[Stored data entries]

# # # # #

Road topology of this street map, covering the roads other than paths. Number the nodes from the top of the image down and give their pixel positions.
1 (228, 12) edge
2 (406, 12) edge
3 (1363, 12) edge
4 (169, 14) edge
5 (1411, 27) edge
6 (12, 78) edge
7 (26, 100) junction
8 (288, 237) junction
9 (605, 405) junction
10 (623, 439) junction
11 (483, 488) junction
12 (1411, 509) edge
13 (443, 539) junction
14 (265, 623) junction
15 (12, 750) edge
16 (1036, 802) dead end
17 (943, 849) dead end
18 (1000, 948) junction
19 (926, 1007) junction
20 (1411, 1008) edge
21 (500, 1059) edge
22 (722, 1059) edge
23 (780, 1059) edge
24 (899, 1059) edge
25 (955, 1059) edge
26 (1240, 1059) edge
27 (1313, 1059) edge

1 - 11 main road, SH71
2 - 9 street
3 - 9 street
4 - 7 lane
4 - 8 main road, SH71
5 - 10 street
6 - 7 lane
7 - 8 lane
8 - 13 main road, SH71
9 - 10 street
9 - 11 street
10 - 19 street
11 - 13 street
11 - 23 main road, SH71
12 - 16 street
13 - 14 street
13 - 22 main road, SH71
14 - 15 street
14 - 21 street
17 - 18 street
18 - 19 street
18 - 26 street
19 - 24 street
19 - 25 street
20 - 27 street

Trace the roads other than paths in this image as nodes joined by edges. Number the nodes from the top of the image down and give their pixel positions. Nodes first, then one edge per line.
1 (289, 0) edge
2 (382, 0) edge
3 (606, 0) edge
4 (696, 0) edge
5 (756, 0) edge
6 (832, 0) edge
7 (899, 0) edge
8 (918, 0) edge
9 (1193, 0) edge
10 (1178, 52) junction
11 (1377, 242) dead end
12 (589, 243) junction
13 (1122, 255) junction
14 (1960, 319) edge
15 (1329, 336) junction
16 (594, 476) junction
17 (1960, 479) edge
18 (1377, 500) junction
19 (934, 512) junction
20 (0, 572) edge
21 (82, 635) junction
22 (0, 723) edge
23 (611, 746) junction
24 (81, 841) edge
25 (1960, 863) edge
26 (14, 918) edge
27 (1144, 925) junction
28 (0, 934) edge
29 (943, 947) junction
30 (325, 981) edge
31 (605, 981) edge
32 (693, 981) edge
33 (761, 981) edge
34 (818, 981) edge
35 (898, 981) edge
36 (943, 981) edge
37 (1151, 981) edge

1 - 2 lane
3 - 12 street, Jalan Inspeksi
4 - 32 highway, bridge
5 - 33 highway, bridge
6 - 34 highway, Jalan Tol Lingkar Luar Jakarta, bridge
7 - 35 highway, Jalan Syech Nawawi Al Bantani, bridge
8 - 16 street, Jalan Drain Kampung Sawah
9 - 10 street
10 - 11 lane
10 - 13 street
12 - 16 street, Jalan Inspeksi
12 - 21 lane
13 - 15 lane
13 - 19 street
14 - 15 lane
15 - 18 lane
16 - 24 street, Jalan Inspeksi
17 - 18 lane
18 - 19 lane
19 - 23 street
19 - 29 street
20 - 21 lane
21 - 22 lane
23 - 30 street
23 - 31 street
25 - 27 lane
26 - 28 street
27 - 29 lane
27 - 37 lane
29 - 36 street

# # # # #

#### [Exercise brief]
All of the data above is to be given again, word for word.

#### [Written response]
Road topology of this street map, covering the roads other than paths. Number the nodes from the top of the image down and give their pixel positions.
1 (228, 12) edge
2 (406, 12) edge
3 (1363, 12) edge
4 (169, 14) edge
5 (1411, 27) edge
6 (12, 78) edge
7 (26, 100) junction
8 (288, 237) junction
9 (605, 405) junction
10 (623, 439) junction
11 (483, 488) junction
12 (1411, 509) edge
13 (443, 539) junction
14 (265, 623) junction
15 (12, 750) edge
16 (1036, 802) dead end
17 (943, 849) dead end
18 (1000, 948) junction
19 (926, 1007) junction
20 (1411, 1008) edge
21 (500, 1059) edge
22 (722, 1059) edge
23 (780, 1059) edge
24 (899, 1059) edge
25 (955, 1059) edge
26 (1240, 1059) edge
27 (1313, 1059) edge

1 - 11 main road, SH71
2 - 9 street
3 - 9 street
4 - 7 lane
4 - 8 main road, SH71
5 - 10 street
6 - 7 lane
7 - 8 lane
8 - 13 main road, SH71
9 - 10 street
9 - 11 street
10 - 19 street
11 - 13 street
11 - 23 main road, SH71
12 - 16 street
13 - 14 street
13 - 22 main road, SH71
14 - 15 street
14 - 21 street
17 - 18 street
18 - 19 street
18 - 26 street
19 - 24 street
19 - 25 street
20 - 27 street

Trace the roads other than paths in this image as nodes joined by edges. Number the nodes from the top of the image down and give their pixel positions. Nodes first, then one edge per line.
1 (289, 0) edge
2 (382, 0) edge
3 (606, 0) edge
4 (696, 0) edge
5 (756, 0) edge
6 (832, 0) edge
7 (899, 0) edge
8 (918, 0) edge
9 (1193, 0) edge
10 (1178, 52) junction
11 (1377, 242) dead end
12 (589, 243) junction
13 (1122, 255) junction
14 (1960, 319) edge
15 (1329, 336) junction
16 (594, 476) junction
17 (1960, 479) edge
18 (1377, 500) junction
19 (934, 512) junction
20 (0, 572) edge
21 (82, 635) junction
22 (0, 723) edge
23 (611, 746) junction
24 (81, 841) edge
25 (1960, 863) edge
26 (14, 918) edge
27 (1144, 925) junction
28 (0, 934) edge
29 (943, 947) junction
30 (325, 981) edge
31 (605, 981) edge
32 (693, 981) edge
33 (761, 981) edge
34 (818, 981) edge
35 (898, 981) edge
36 (943, 981) edge
37 (1151, 981) edge

1 - 2 lane
3 - 12 street, Jalan Inspeksi
4 - 32 highway, bridge
5 - 33 highway, bridge
6 - 34 highway, Jalan Tol Lingkar Luar Jakarta, bridge
7 - 35 highway, Jalan Syech Nawawi Al Bantani, bridge
8 - 16 street, Jalan Drain Kampung Sawah
9 - 10 street
10 - 11 lane
10 - 13 street
12 - 16 street, Jalan Inspeksi
12 - 21 lane
13 - 15 lane
13 - 19 street
14 - 15 lane
15 - 18 lane
16 - 24 street, Jalan Inspeksi
17 - 18 lane
18 - 19 lane
19 - 23 street
19 - 29 street
20 - 21 lane
21 - 22 lane
23 - 30 street
23 - 31 street
25 - 27 lane
26 - 28 street
27 - 29 lane
27 - 37 lane
29 - 36 street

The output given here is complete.